Wess Stafford | posted 5/07/2010 09:08AM
At a turning point in my life in 2007, I realized that I needed to allow God to redeem the story of my childhood. That story was so painfully confusing that I did not speak of it for 35 years. Where did my prayers go, my cries for mercy and rescue screamed into my pillow? Did I have the laziest guardian angel in all of heaven?
I received my calling, my purpose, and my life's mission in my darkest and most painful moment, in about 90 seconds at age 10. The moment involved a pink birthday candle, one that had been trimmed with a pocketknife at the blunt end so that it could burn from both directions. The wicks were lit by the man who had authority over me, the houseparent of a boarding school for the children of missionaries in West Africa. The school had been my home for nine months of each year since I was 6 years old. My whole life can be divided into two parts: B.C. (before the candle) and A.D. (after the damage).

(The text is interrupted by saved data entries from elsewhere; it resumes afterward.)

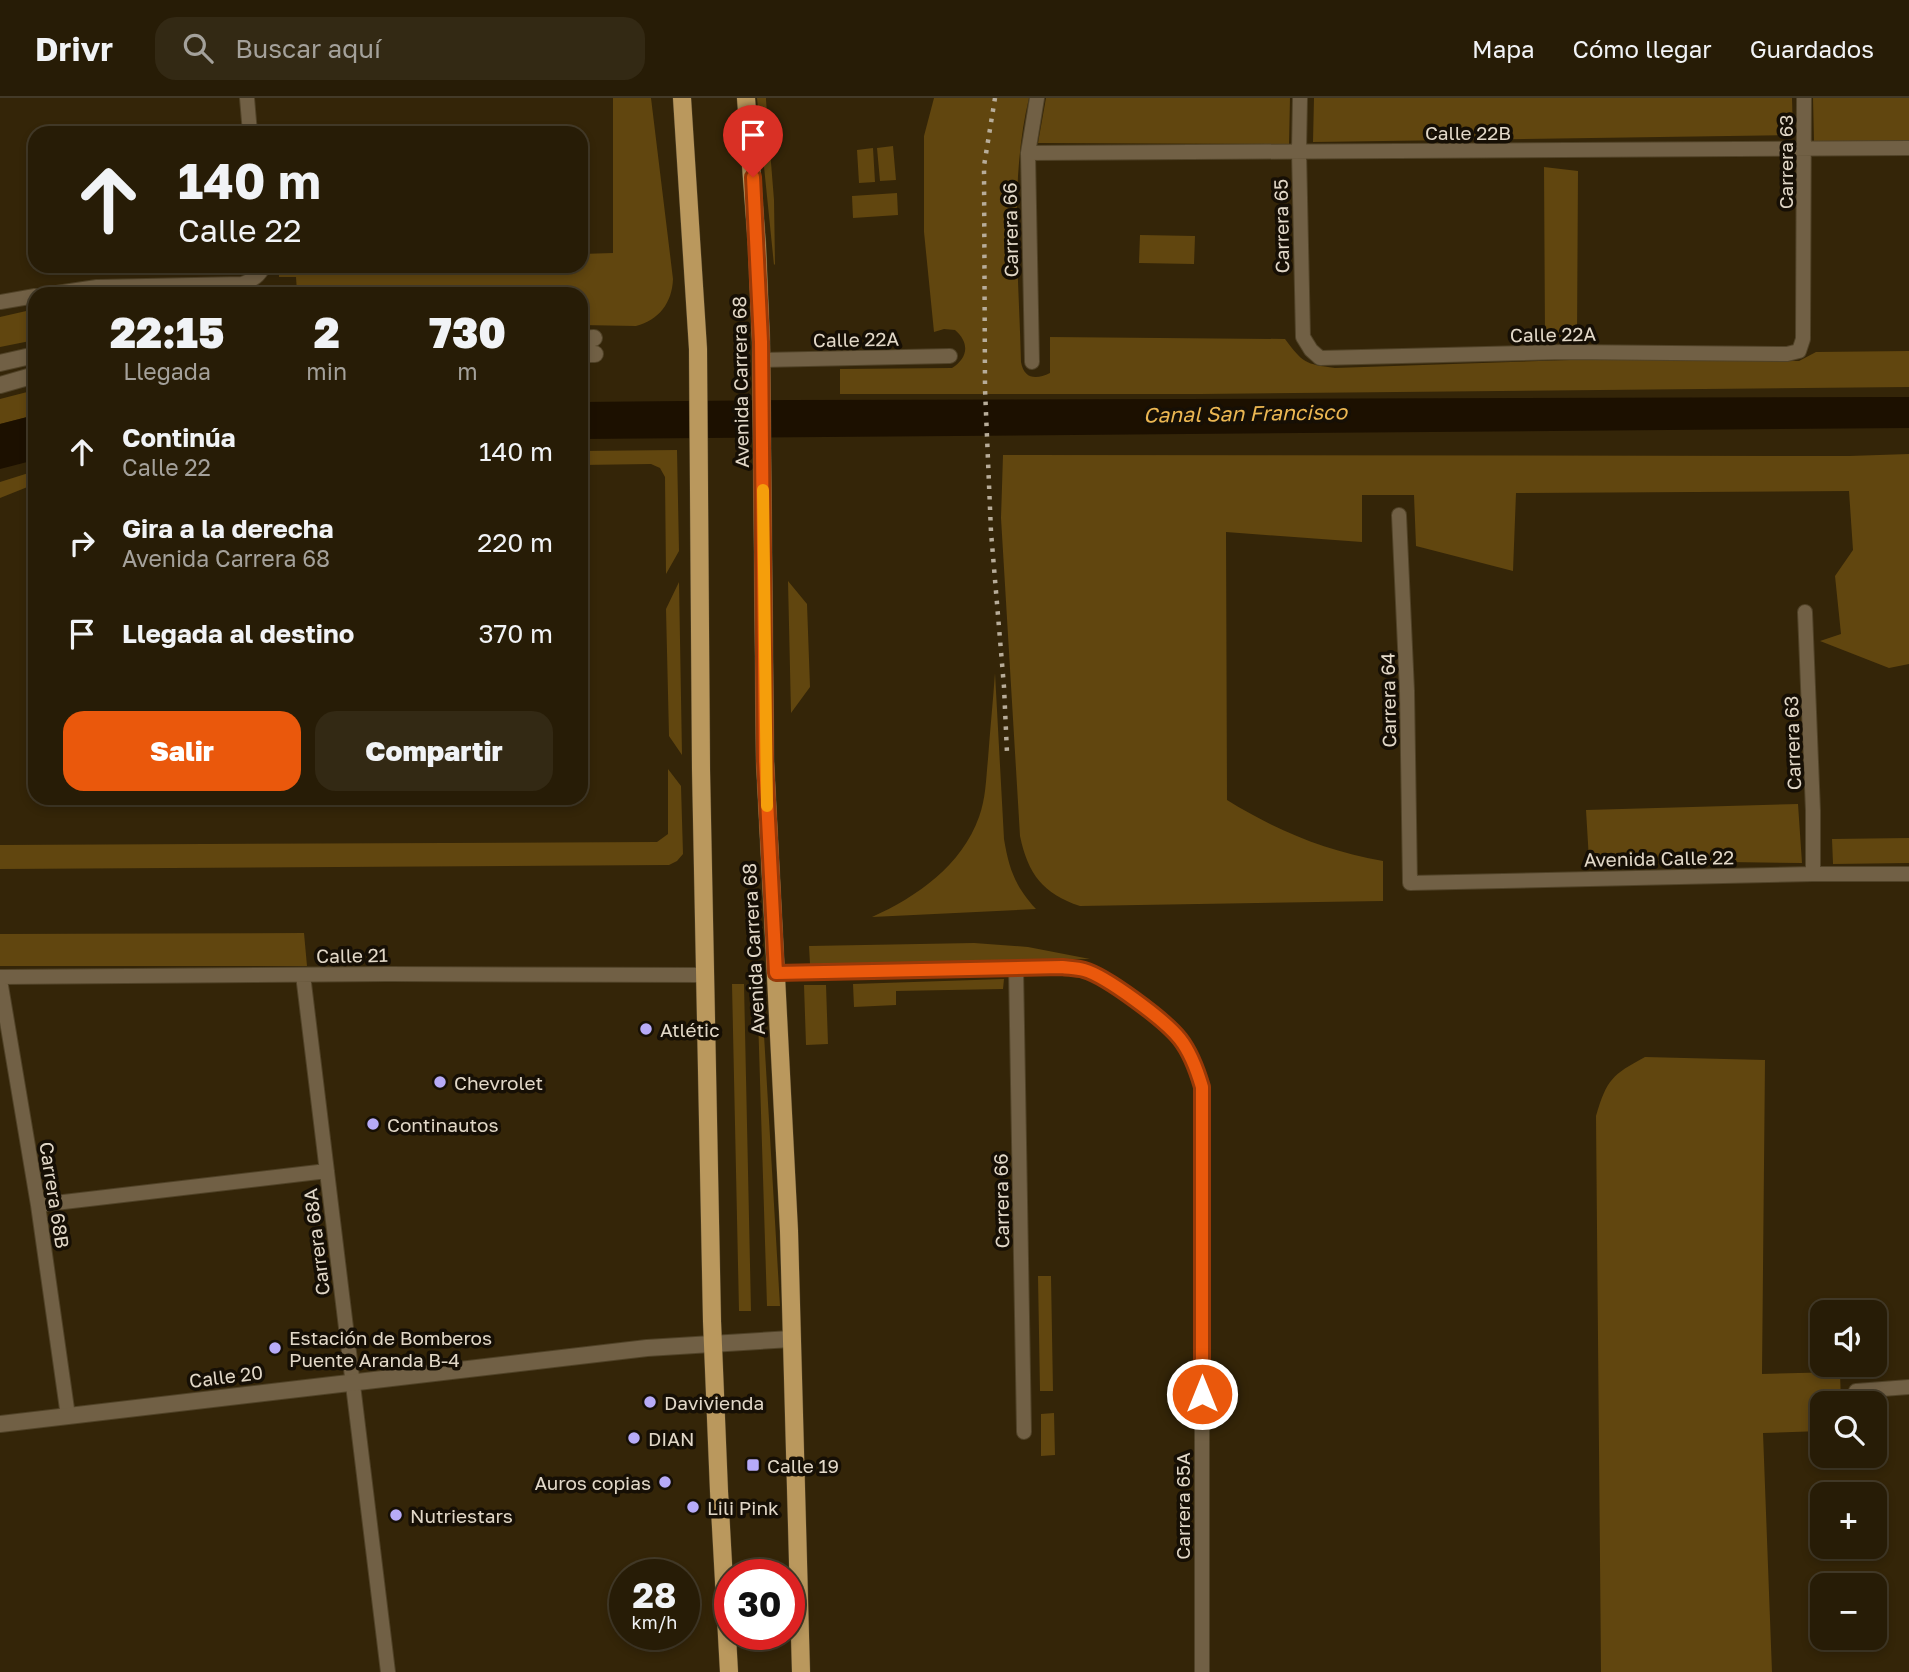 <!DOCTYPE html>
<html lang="es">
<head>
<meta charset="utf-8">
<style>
	:root { --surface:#271c06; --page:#332914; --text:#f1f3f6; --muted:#a4a19b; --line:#433a28; --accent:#ea580c }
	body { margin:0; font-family:"Golos Text",sans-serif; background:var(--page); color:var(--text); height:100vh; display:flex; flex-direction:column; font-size:26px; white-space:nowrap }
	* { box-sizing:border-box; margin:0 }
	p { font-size:23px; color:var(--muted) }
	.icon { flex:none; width:38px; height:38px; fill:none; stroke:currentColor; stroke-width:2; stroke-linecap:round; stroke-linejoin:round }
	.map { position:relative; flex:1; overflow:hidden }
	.drawer { position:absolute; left:28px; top:189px; width:560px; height:518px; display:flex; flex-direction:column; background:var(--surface); border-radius:21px; box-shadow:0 4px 10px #0003,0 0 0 2px var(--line) }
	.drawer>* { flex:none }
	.guide { position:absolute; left:28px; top:28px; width:560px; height:147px; border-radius:21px; box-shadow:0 4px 10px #0003,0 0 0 2px var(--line); background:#271c06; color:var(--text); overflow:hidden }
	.controls { position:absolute; left:1810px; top:1202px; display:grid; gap:14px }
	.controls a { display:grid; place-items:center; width:77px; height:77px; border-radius:14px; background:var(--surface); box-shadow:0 4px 10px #0003,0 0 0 2px var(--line); font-size:35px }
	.speed { position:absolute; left:609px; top:1461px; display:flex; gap:14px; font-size:35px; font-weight:700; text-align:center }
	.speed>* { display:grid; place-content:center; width:91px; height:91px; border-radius:50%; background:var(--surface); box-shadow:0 4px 10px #0003,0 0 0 2px var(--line); line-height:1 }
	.speed small { font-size:18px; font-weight:400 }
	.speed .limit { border:10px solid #d22; background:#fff; color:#111 }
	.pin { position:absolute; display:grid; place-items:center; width:60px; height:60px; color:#fff; margin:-72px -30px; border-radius:50% 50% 50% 0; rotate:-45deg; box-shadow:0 0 7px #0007 }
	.pin .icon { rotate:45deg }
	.me { position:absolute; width:77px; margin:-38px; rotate:0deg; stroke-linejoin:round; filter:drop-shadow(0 0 5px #0008) }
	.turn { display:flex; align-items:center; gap:24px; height:147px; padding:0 35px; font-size:32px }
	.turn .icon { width:91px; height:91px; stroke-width:2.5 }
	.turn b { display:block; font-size:49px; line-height:60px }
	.eta { display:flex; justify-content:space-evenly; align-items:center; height:119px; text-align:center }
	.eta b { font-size:42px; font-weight:800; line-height:49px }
	.cta { display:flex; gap:14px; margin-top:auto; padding:14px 35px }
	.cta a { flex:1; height:80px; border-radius:21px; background:var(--accent); color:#fff; font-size:28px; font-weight:800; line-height:80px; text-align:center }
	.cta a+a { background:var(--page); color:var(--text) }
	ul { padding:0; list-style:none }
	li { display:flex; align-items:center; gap:21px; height:91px; padding:0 35px }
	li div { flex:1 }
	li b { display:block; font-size:26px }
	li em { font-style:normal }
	header { display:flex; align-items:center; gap:42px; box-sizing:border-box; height:98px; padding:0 35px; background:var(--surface); border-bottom:2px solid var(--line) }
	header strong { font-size:33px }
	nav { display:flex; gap:38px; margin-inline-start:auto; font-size:24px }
	.search { width:490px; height:63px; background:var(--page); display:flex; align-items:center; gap:18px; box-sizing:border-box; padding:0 24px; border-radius:21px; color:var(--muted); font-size:26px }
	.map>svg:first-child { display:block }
	.green { fill:#61460f }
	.water { fill:#1c1000 }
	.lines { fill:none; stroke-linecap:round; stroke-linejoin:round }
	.minor-casing { stroke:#504227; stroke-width:16 }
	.tertiary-casing { stroke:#504227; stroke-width:18 }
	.primary-casing { stroke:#504227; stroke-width:19 }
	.minor { stroke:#716045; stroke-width:14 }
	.tertiary { stroke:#716045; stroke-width:16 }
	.primary { stroke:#ba985d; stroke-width:18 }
	.rail { stroke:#b8ad9a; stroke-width:4.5; stroke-dasharray:3.5 7; stroke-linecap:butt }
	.route-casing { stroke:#983908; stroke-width:18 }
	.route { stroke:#ea580c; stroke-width:12 }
	.slow { stroke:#f59e0b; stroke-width:12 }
	.poi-dot { fill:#b7abf8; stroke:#160f05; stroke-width:2.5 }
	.labels { text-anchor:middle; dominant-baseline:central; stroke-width:7; stroke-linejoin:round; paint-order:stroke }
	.street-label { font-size:19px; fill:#e2d8c8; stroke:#160f05 }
	.poi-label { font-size:19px; fill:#e2d8c8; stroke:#160f05; text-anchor:start }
	.water-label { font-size:21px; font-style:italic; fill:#ecb752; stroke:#160f05 }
</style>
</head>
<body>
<header>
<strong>Drivr</strong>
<div class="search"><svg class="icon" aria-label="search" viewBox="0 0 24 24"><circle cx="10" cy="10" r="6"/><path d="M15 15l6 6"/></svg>Buscar aquí</div>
<nav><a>Mapa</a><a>Cómo llegar</a><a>Guardados</a></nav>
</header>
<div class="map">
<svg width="1909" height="1574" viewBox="0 0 1909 1574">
	<rect width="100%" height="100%" fill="#342508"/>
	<!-- green -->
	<path class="green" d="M 613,0 L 651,0 L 673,181 C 672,205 659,222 636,228 L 581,227 L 581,196 L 195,196 L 297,194 L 296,179 L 279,179 L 279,168 L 581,168 L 581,156 L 613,155 Z
		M 757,0 L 766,0 L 766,2 L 774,102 L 775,166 L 774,167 Z
		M 934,0 L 1029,0 C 1009,83 1019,179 1021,264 C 1024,281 1036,282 1050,275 L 1050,239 L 1285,241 C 1303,265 1305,266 1335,270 L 1600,261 L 1799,263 L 1816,254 L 1909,253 L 1909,289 L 1200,296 L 840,296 L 840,271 L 952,270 C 968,260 970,245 955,232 L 944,231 L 934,234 L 924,134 L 924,38 Z
		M 1046,0 L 1290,0 L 1289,46 L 1038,45 Z
		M 1314,0 L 1792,0 L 1793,37 L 1313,44 Z
		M 1813,0 L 1909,0 L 1909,43 L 1814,43 Z
		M 893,48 L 896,82 L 880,83 L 877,50 Z
		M 873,50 L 875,84 L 859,85 L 857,52 Z
		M 1544,69 L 1578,73 L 1577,240 L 1545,239 Z
		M 897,95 L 898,117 L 853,120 L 852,98 Z
		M 1140,137 L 1195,138 L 1194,166 L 1139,165 Z
		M 35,211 L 35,242 L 0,249 L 0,219 Z
		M 35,292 L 35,317 L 0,326 L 0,301 Z
		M 677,352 L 679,453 L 666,476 L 665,379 L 660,370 L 651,366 L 581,367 L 581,353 Z
		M 1909,356 L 1909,566 L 1889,570 L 1820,543 L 1841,536 L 1835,478 L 1853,452 L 1849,393 L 1516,395 L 1513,473 L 1416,448 L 1414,397 L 1362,397 L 1362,444 L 1226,434 L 1227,702 C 1279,734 1324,752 1383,763 L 1383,803 L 1080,808 C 1043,796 1028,776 1020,738 L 1001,420 L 1003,357 L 1849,358 Z
		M 35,373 L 35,386 L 0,400 L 0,384 Z
		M 788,483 L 807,506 L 810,589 L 791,615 Z
		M 679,484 L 682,657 L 669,638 L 666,511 Z
		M 995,575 L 1004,741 C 1009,771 1015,788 1036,811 L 872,819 C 917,799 962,767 979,719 C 986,700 986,680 988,661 C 990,632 993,603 995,575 Z
		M 668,671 L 681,688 L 683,756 L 677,763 L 669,767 L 0,771 L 0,747 L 657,744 L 668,736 Z
		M 1798,706 L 1802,765 L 1589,762 L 1586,712 Z
		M 1909,740 L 1909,765 L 1833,766 L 1832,741 Z
		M 304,835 L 307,868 L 0,868 L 0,836 Z
		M 974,845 L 1028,849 L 1090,861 L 810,866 L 809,848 Z
		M 1004,881 L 1003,891 L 896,893 L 896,907 L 854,909 L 853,886 Z
		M 732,886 L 744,886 L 751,1213 L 739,1213 Z
		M 757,886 L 761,886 L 780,1208 L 767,1208 Z
		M 804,887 L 826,887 L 828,946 L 806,947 Z
		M 1645,959 L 1765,962 L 1762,1276 L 1840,1274 L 1841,1305 L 1822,1306 L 1822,1333 L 1763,1335 L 1772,1574 L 1601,1574 L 1596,1018 C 1607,981 1612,977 1645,959 Z
		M 1038,1178 L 1051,1178 L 1053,1293 L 1040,1293 Z
		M 1054,1315 L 1055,1357 L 1041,1358 L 1041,1316 Z"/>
	<!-- water -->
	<path class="water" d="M 1909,299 L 1909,330 L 581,341 L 581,304 L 790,302 Z
		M 35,317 L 35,362 L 0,371 L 0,326 Z"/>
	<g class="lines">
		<!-- minor casing -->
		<g class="minor-casing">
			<path id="minor" d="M 247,0 L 250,35
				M 1300,0 L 1299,53 L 1303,239 L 1311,252 L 1320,260 L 1565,254 L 1787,256 L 1799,253 L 1803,241 L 1804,0
				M 1028,55 L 1909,50
				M 50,196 L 97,189 L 242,186 C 253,182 259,178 264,168
				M 0,204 L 35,198
				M 762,262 L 950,258
				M 1032,264 L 1028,55 L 1037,0
				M 1399,417 L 1407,593 L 1410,785 L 1813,776 L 1909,776
				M 1805,514 L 1813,713 L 1813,776
				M 1016,870 L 1024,1334
				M 776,875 L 1062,869 C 1069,870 1077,870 1084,872 C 1106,878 1165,922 1180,941 C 1191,955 1197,971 1202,989 L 1202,1574
				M 303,877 L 388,1574
				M 0,879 L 388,876 L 705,877
				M 0,882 L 38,1107 L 68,1318
				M 38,1107 L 327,1073
				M 1856,1293 L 1909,1289"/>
		</g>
		<!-- tertiary casing -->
		<g class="tertiary-casing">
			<path id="tertiary" d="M 581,241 L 594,240
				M 581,256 L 595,256
				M 0,265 L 35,257
				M 0,287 L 35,277
				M 0,1326 L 647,1250 L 791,1241"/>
		</g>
		<!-- primary casing -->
		<g class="primary-casing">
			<path id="primary" d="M 682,0 L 698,251 L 701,671 L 712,1223 L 719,1393 L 729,1574
				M 746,0 L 757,148 L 761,244 L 765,663 L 789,1133 L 801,1574"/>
		</g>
		<!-- minor -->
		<use href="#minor" class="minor"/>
		<!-- tertiary -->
		<use href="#tertiary" class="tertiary"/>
		<!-- primary -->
		<use href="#primary" class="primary"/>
		<!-- rail -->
		<path class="rail" d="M 995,0 L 984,68 L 985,291 L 991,434 L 1004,589 L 1007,655"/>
	</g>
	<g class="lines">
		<!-- route casing -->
		<g class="route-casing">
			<path id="route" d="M 753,79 L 761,244 L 765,663 L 776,875 L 1062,869 C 1069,870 1077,870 1084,872 C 1106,878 1165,922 1180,941 C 1191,955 1197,972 1202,989 L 1202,1296"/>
		</g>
		<!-- route -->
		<use href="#route" class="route"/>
		<!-- slow -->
		<path class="slow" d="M 763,392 L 767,708"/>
	</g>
	<!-- markers -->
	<g class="poi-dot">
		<circle cx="646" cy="931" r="7"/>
		<circle cx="440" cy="984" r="7"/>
		<circle cx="373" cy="1026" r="7"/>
		<circle cx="275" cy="1250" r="7"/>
		<circle cx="650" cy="1304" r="7"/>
		<circle cx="634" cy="1340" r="7"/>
		<rect x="746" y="1360" width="14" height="14" rx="3.5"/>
		<circle cx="665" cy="1384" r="7"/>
		<circle cx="693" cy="1409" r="7"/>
		<circle cx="396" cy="1417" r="7"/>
	</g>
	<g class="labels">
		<!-- street labels -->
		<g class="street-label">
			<text x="1468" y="34">Calle 22B</text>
			<text transform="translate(1785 64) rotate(-90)">Carrera 63</text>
			<text transform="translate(1281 128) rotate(-91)">Carrera 65</text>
			<text transform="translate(1010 132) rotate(-91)">Carrera 66</text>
			<text transform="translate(1553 236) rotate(-1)">Calle 22A</text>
			<text transform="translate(856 241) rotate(-1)">Calle 22A</text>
			<text transform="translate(740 284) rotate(-91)">Avenida Carrera 68</text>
			<text transform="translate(1388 602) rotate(-91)">Carrera 64</text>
			<text transform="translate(1792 645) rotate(-92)">Carrera 63</text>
			<text transform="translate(1659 760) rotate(-1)">Avenida Calle 22</text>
			<text transform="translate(753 851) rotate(-93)">Avenida Carrera 68</text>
			<text transform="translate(352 857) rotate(-1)">Calle 21</text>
			<text transform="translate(55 1097) rotate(81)">Carrera 68B</text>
			<text transform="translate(1001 1103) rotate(-91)">Carrera 66</text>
			<text transform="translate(316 1144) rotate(-97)">Carrera 68A</text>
			<text transform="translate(226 1278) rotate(-7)">Calle 20</text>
			<text transform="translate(1182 1408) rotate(-90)">Carrera 65A</text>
		</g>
		<!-- poi labels -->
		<g class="poi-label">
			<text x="660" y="931">Atlétic</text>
			<text x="454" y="984">Chevrolet</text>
			<text x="387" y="1026">Continautos</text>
			<text x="289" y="1239">Estación de Bomberos<tspan x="289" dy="22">Puente Aranda B-4</tspan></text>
			<text x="664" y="1304">Davivienda</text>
			<text x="648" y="1340">DIAN</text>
			<text x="767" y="1367">Calle 19</text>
			<text x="651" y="1384" text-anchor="end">Auros copias</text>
			<text x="707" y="1409">Lili Pink</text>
			<text x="410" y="1417">Nutriestars</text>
		</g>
		<!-- water labels -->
		<g class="water-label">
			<text transform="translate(1245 315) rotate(-1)">Canal San Francisco</text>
		</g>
	</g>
</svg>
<div class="controls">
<a><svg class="icon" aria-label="sound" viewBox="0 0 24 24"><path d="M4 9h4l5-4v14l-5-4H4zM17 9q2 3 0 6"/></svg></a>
<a><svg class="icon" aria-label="search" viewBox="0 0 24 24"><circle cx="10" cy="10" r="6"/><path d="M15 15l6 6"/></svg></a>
<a>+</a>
<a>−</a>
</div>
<div class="speed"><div>28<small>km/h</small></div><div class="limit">30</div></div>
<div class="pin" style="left:753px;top:79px;background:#d93025"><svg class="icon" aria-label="arrive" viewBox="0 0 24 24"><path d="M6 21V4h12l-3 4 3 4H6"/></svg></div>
<svg class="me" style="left:1202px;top:1296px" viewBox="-20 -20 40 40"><circle r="17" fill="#ea580c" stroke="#fff" stroke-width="3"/><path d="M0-11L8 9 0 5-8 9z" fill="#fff"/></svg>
<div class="guide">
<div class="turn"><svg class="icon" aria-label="ahead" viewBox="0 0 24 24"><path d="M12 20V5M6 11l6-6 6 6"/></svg><div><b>140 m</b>Calle 22</div></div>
</div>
<section class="drawer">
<div class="eta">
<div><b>22:15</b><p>Llegada</p></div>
<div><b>2</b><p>min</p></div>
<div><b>730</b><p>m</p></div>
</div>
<ul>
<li><svg class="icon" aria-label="ahead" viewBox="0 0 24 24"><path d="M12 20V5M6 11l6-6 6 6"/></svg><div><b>Continúa</b><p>Calle 22</p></div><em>140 m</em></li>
<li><svg class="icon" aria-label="right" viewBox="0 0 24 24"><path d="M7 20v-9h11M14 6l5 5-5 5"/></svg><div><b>Gira a la derecha</b><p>Avenida Carrera 68</p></div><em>220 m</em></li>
<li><svg class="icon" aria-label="arrive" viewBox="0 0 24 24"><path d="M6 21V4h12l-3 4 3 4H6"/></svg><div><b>Llegada al destino</b></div><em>370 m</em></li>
</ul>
<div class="cta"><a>Salir</a><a>Compartir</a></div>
</section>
</div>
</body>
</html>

'Africans in Hell Because of Wesley'The houseparent had marched me to the school's dining hall, dragged a metal chair across the concrete floor, and slammed it down in front of my schoolmates. He threw me up on the chair and jammed the candle in my hand.
"Children," he said, "you cannot serve both God and Satan. Wesley has tried. You cannot burn a candle at both ends without getting burned. Watch what happens when you try."
Fifty children stared in silence. Nobody dared even breathe.
Striking a match, the man lit both wicks. "Watch!" Standing on that chair, my knees knocking, I stared incredulously at the candle in my shaking fingers as I contemplated what this would mean. Beyond the two flames, I could see the faces of my friends—children who, like me, had been gathered up from villages and mission stations throughout West Africa.
Mission policy dictated that all MKS leave their parents at age 6 and travel 700 miles (a week by truck) to this isolated jungle school. They, like me, had experienced unspeakable cruelty in this place. The people in charge were missionaries who had gone to Africa to save souls but, I don't know, perhaps did not measure up linguistically or cross-culturally, so instead had been assigned to the least desirable task on the field: taking care of other missionaries' children. Unsupervised, they took out their frustration and rage on their most convenient targets: the children in their charge. I learned early that terrible things can happen when children are deemed unimportant, the lowest of priorities.
The stage for this horrendous moment had been set by four years of abuse. For all my young life at the school, I had endured beatings daily. Belt buckles and tire-tread sandals had bruised and torn my flesh since age 6. There were a million ways to earn a beating here—infractions like a wrinkle in a bedspread or an open eye during naptime. At age 9 we learned in math class how to average. The most recurring event in my life I could think of was how many times I had been beaten. For a span of weeks, I kept track of my beatings, hiding the tally under my pillow. When I did the math, I discovered that I was being beaten an average of 17 times per week.
The boarding school staff abused us in every way a child can be abused—not only physically and emotionally but spiritually as well. We were terrified of their powerful and vengeful God, reminded daily that we were little sinners in the hands of their angry God.
I won't dwell on the sexual abuse we endured, but wherever evil reigns unchecked, this favorite weapon of Satan's always lurks. The people who read us Bible stories and beat us during the day prowled the dorm halls at night, preying on the defenseless. Older boys, victims themselves, learned to mimic their elders in that depraved environment to serve their own lustful desires, and they used blackmail and physical pain to silence us.